H2 blockers work longer by binding to a specific receptor on the cells of your stomach that make acid.
This leads to a temporary reduction in stomach acid, which can help reduce heartburn for several hours after the first dose.
It takes H2 blockers about 30 to 60 minutes to provide relief, and in general, they’re very safe.
Ranitidine has been in the news a lot lately. Can you tell us more about what’s going on?
The FDA recently issued a warning about ranitidine, which makes up the popular drug, Zantac.
They found that it may contain a contaminant known as N-nitrosodimethylamine, or NDMA, that is associated with pancreatic cancer.
The manufacturers have all voluntarily recalled the drug as a precaution for the public.
My colleague, Joel Rubenstein, M.D., put it best: It’s not clear whether the amount of NDMA detected in ranitidine is high enough to cause any increased risk for cancer, as such small amounts are also found in common foods, for instance.
However, it’s reasonable to switch ranitidine to other medications in the same class of drugs, which includes cimetidine, famotidine and nizatidine.
Patients should note that those medications haven’t been specifically tested for NDMA and may also contain some low levels.

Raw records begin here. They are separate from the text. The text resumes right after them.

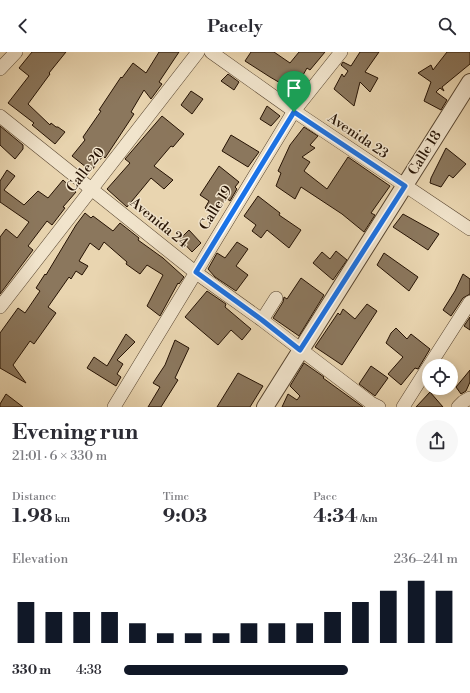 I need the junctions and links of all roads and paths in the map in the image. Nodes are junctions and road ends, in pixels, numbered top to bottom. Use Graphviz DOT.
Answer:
graph roads {
  1 [pos="16,52"];
  2 [pos="198,52"];
  3 [pos="212,52"];
  4 [pos="341,52"];
  5 [pos="0,69"];
  6 [pos="470,82"];
  7 [pos="294,112"];
  8 [pos="0,116"];
  9 [pos="405,186"];
  10 [pos="92,189"];
  11 [pos="470,229"];
  12 [pos="196,272"];
  13 [pos="276,298"];
  14 [pos="470,302"];
  15 [pos="0,307"];
  16 [pos="262,320"];
  17 [pos="300,350"];
  18 [pos="433,359"];
  19 [pos="422,377"];
  20 [pos="470,398"];
  21 [pos="114,407"];
  22 [pos="265,407"];
  23 [pos="379,407"];
  24 [pos="403,407"];
  25 [pos="458,407"];
  1 -- 5 [label="street"];
  2 -- 10 [label="street, Calle 20"];
  3 -- 7 [label="street, Avenida 23"];
  4 -- 7 [label="street, Calle 19"];
  6 -- 9 [label="street, Calle 18"];
  7 -- 9 [label="street, Avenida 23"];
  7 -- 12 [label="street, Calle 19"];
  8 -- 10 [label="street, Avenida 24"];
  9 -- 11 [label="street, Avenida 23"];
  9 -- 17 [label="street, Calle 18"];
  10 -- 12 [label="street, Avenida 24"];
  10 -- 15 [label="street, Calle 20"];
  12 -- 16 [label="street, Avenida 24"];
  12 -- 21 [label="street, Calle 19"];
  13 -- 16 [label="street"];
  14 -- 18 [label="street"];
  16 -- 17 [label="street, Avenida 24"];
  17 -- 22 [label="street, Calle 18"];
  17 -- 23 [label="street, Avenida 24"];
  19 -- 24 [label="street"];
  20 -- 25 [label="street"];
} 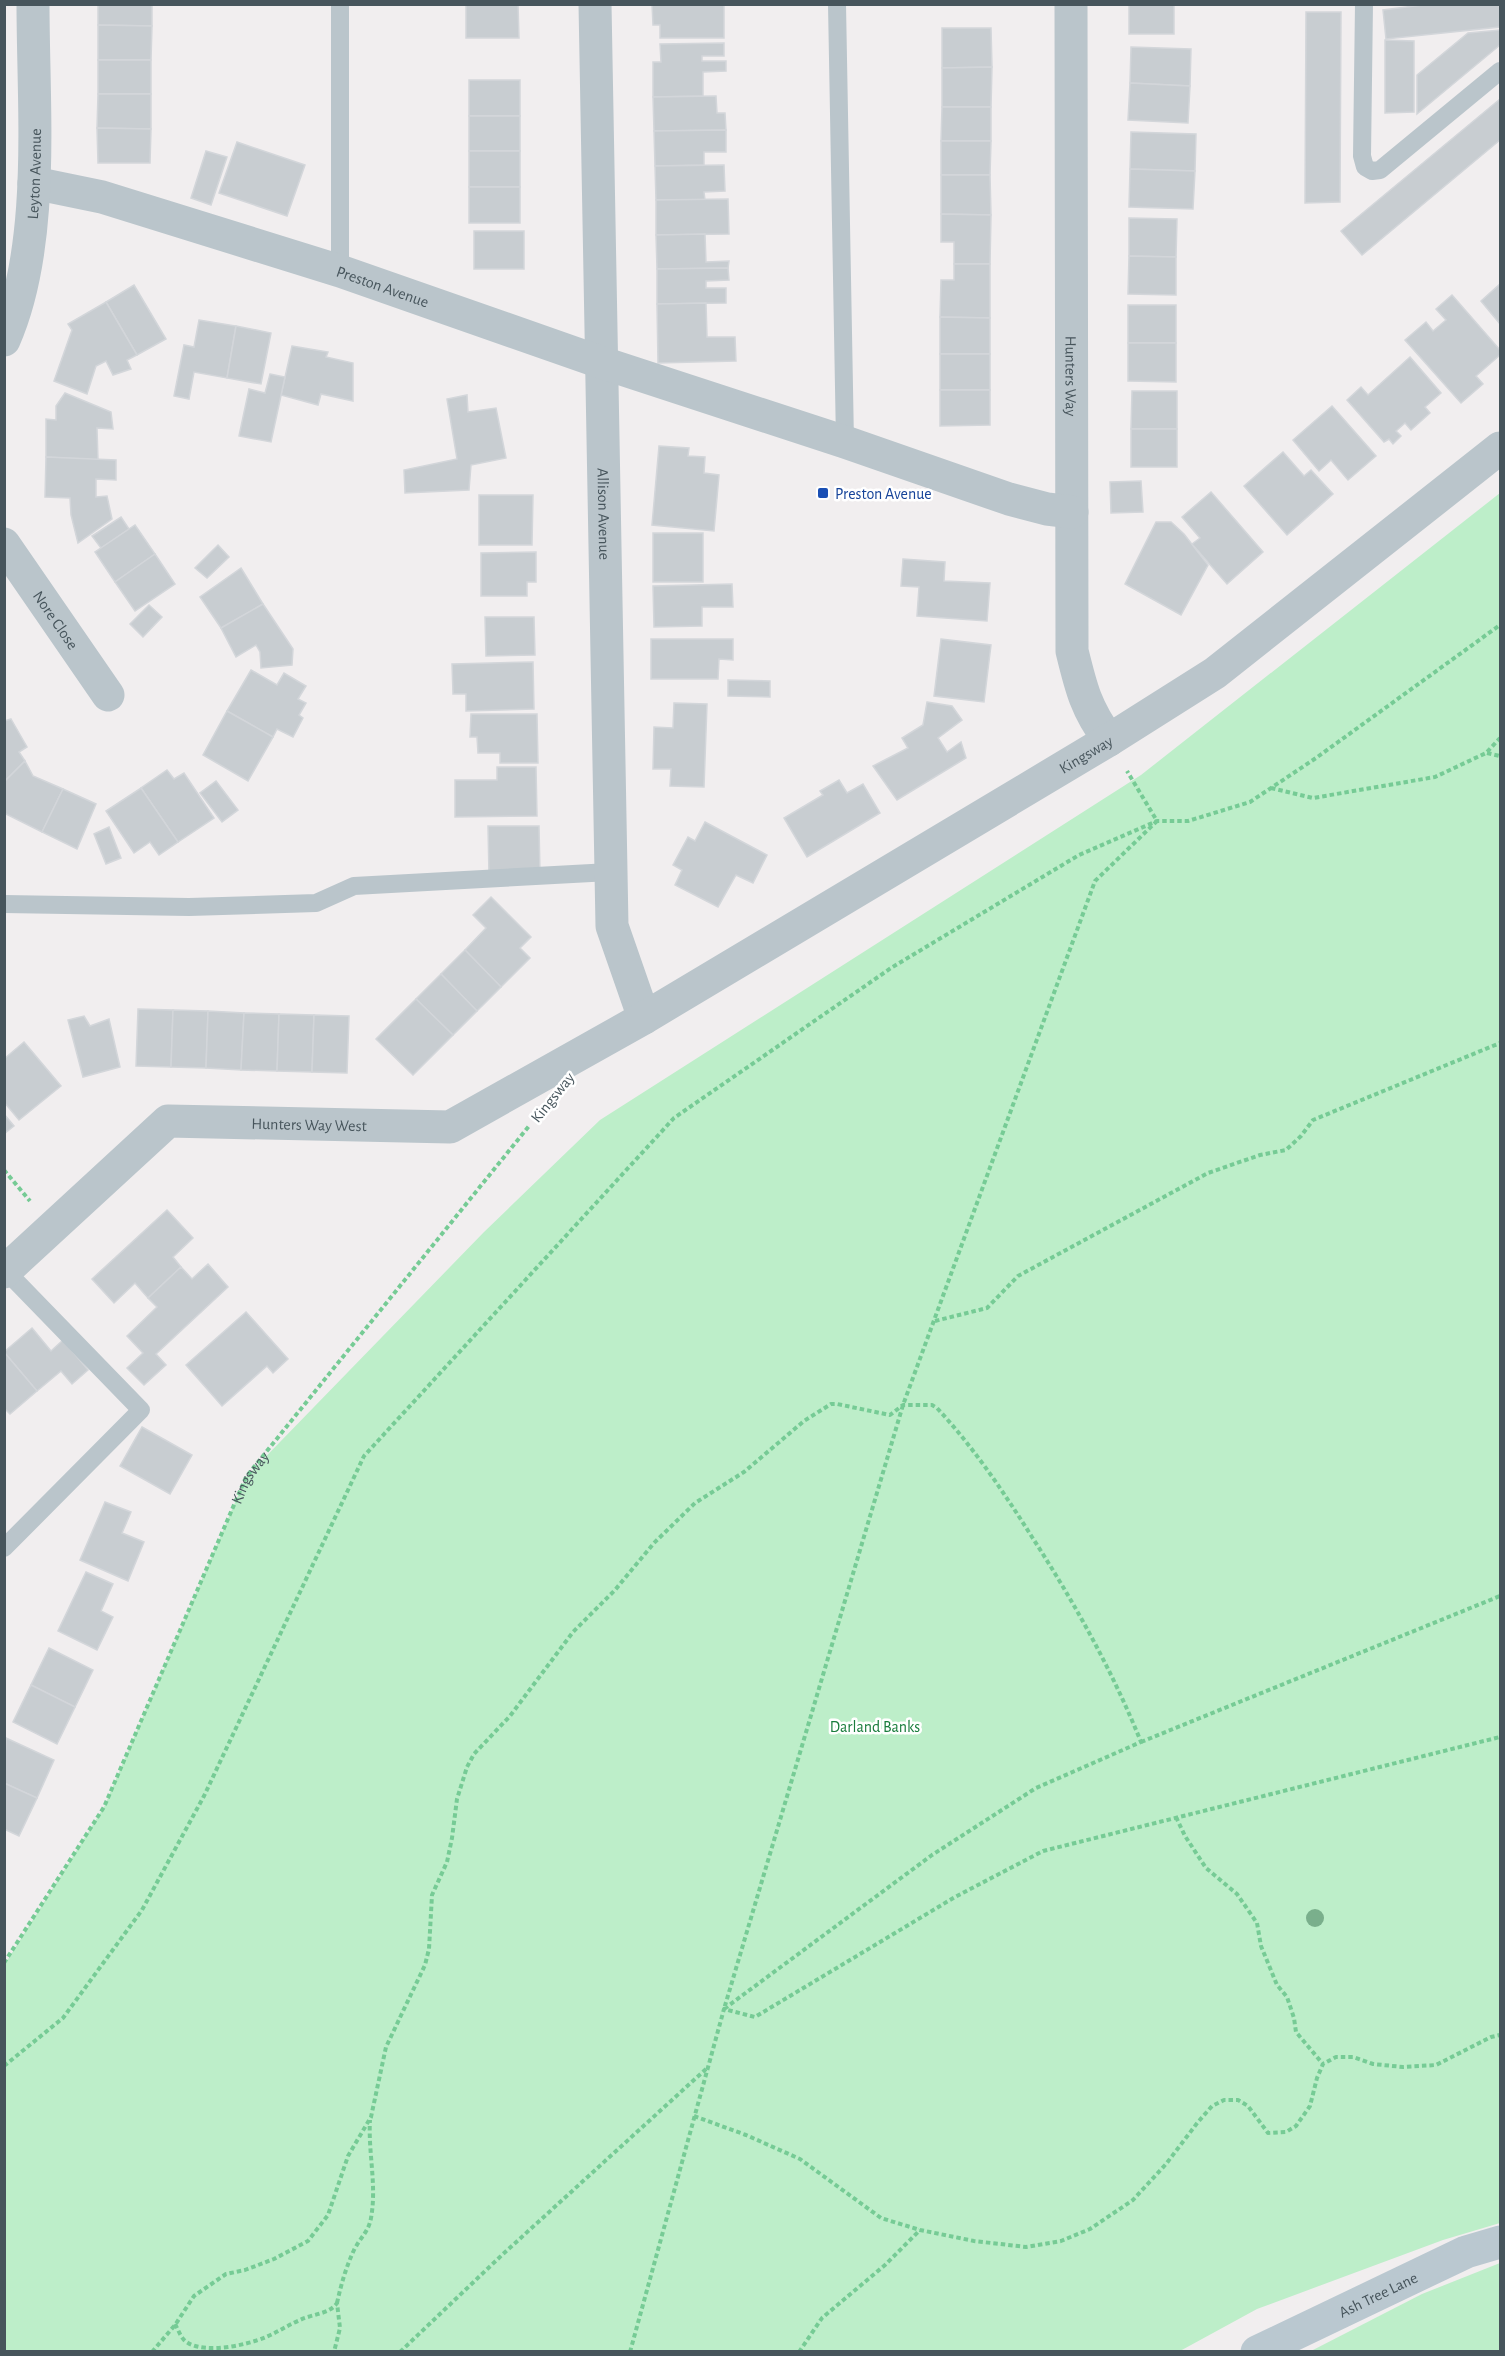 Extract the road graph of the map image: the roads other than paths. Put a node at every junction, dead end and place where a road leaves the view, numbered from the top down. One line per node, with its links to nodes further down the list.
1 (33, 4): 8 (street, Leyton Avenue)
2 (340, 4): 9 (lane)
3 (595, 4): 11 (street, Allison Avenue)
4 (837, 4): 12 (lane)
5 (1071, 4): 14 (street, Hunters Way)
6 (1364, 4): 7 (lane)
7 (1500, 71)
8 (34, 183): 9 (street, Preston Avenue); 10 (street, Leyton Avenue)
9 (340, 271): 11 (street, Preston Avenue)
10 (4, 340)
11 (600, 362): 12 (street, Preston Avenue); 18 (street, Allison Avenue)
12 (845, 442): 14 (street, Preston Avenue)
13 (1500, 448): 17 (street, Kingsway)
14 (1072, 512): 17 (street, Hunters Way)
15 (4, 544): 16 (street, Nore Close)
16 (108, 695)
17 (1109, 740): 20 (street, Kingsway)
18 (610, 872): 19 (lane); 20 (street, Allison Avenue)
19 (4, 904)
20 (644, 1018): 21 (street, Hunters Way West)
21 (5, 1272): 22 (lane)
22 (4, 1548)
23 (1500, 2242): 24 (street, Ash Tree Lane)
24 (1257, 2352)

When it comes to my patients that are used to taking Zantac, I advise them to start looking at other options. There are so many other available choices for heartburn, so why take the risk?
Should patients that are prescribed a PPI worry about their side effects?
When it comes to acid-reducing drugs, PPIs are at the top of the food chain. They are, by far, the most effective and longest lasting of the options.
One of their downsides, however, is that they take a longer time to work than antacids or H2 blockers, typically hours or even days.
In addition, there’s a lot of concern in regards to the safety of using PPIs over long periods of time, linking them to such things as bone loss, cardiovascular disease, dementia and an increased risk for developing clostridium difficile or “C diff” colitis.
The reality is that none of these associations have been conclusively proven, aside from a slight increase in your risk for developing gut infections while taking a PPI.
I always recommend that individuals with severe esophagitis stay on a PPI, regardless of their symptoms. The thing about esophagitis is that once you stop treating it, it tends to come back.
Otherwise, patients that are weaning off of their PPI with the guidance of their physician should remember that various antacids or H2 blockers can help relieve some of their symptoms.
For many individuals, weight gain is a really big risk for developing acid reflux symptoms. And weight loss is an effective means of treating heartburn.
A body mass index, or BMI, loss of just 10% can actually alleviate acid reflux-related symptoms in some patients.
Do you have any heartburn tips for the holidays?
I always tell my patients that just like everything else in life, the holidays should be enjoyed in moderation.
During life’s celebrations, we are often tempted to stray from our regular schedules, which directly impacts our diets.
When we aren’t following our normal routines, it’s easy to lose track of what time we eat, what we eat and how much we eat.
Everyone has different food tolerances – and intolerances – but generally speaking, foods that are fatty, greasy or high in sugar, are more likely to trigger gastroenterological issues, including heartburn.
Also, it’s important to remember that the more you eat, the more likely you are to develop acid reflux.
The more you distend your stomach, the more your lower esophageal sphincter relaxes, and as a consequence, the more stomach contents reflux into the lower esophagus.
Another handy tip is to remember that if you eat a lot of food late at night, you have a higher propensity of developing acid reflux.
It’s always best to give yourself a four-hour window before laying down in bed after a hearty meal.
And for some people, caffeine and alcohol can serve as triggers for acid reflux-related symptoms, so it’s best to avoid beverages like red wine around the holidays, if you know that it affects your GI symptoms, like heartburn.